Tuntiwongwat, Thanadol and Thammawiset, Sippawit and Srinophakun, Thongchai Rohitatisha and Ngamcharussrivichai, Chawalit and Sukpancharoen, Somboon (2024) BCLH2Pro: a novel computational tools approach for hydrogen production prediction via machine learning in biomass chemical looping processes. Energy and AI, 18. art. no. 100414. pp. 1-14. ISSN 2666-5468; eISSN: 2666-5468

Abstract

This study optimizes biomass chemical looping processes (BCLpro), a technique for converting biomass to energy, through machine learning (ML) for sustainable energy production.

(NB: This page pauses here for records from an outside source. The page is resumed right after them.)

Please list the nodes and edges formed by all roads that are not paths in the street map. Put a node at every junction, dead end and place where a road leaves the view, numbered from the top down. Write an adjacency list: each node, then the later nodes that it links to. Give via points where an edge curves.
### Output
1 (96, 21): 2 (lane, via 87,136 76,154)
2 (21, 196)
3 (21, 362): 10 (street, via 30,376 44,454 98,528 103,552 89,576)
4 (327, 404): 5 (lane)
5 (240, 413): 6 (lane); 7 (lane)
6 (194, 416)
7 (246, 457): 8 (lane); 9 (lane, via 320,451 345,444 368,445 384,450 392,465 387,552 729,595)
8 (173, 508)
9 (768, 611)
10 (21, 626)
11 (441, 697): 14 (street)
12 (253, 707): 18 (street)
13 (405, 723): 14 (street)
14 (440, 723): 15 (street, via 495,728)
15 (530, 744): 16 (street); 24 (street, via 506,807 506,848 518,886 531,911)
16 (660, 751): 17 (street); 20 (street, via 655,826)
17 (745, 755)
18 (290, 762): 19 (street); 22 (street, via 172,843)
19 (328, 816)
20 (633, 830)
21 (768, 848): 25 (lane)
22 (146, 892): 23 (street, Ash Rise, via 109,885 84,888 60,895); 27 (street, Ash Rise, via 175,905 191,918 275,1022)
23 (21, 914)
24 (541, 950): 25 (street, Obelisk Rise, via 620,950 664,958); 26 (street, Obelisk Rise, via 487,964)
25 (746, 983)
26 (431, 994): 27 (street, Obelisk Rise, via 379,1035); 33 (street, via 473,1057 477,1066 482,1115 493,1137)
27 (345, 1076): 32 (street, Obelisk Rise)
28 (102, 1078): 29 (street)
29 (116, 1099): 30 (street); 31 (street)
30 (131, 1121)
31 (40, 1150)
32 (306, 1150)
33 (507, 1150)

The study proposes an integrated Fe2O3-based ฺBCLpro combining steam gasification for H2 production. Aspen Plus is used as the primary tool to generate extensive datasets covering 24 biomass types with 18 feature inputs in a supervised model. A methodology involving K-Nearest Neighbors (KNN), Extreme Gradient Boosting (XGB), Light Gradient Boosting Machine (LGBM), Support Vector Machine (SVM), Random Forest (RF), and CatBoost (CB) algorithms was employed to predict H2 yields in the BCLpro, utilizing 10-fold cross-validation for robust model evaluation. Findings highlight the CB algorithm's superior performance, achieving up to 98% predictive accuracy, with carbon content, reducer temperature, and Fe2O3/Al2O3 mass ratio identified as crucial features. The algorithm has been developed into a user-friendly tool, BCLH2Pro, accessible via a web server. This tool is designed to assist in reducing costs, optimizing biomass selection, and planning operational conditions to maximize H2 yield in BCLpro systems. Access to the tool can be obtained through the following link: http://bclh2pro.pythonanywhere.com/.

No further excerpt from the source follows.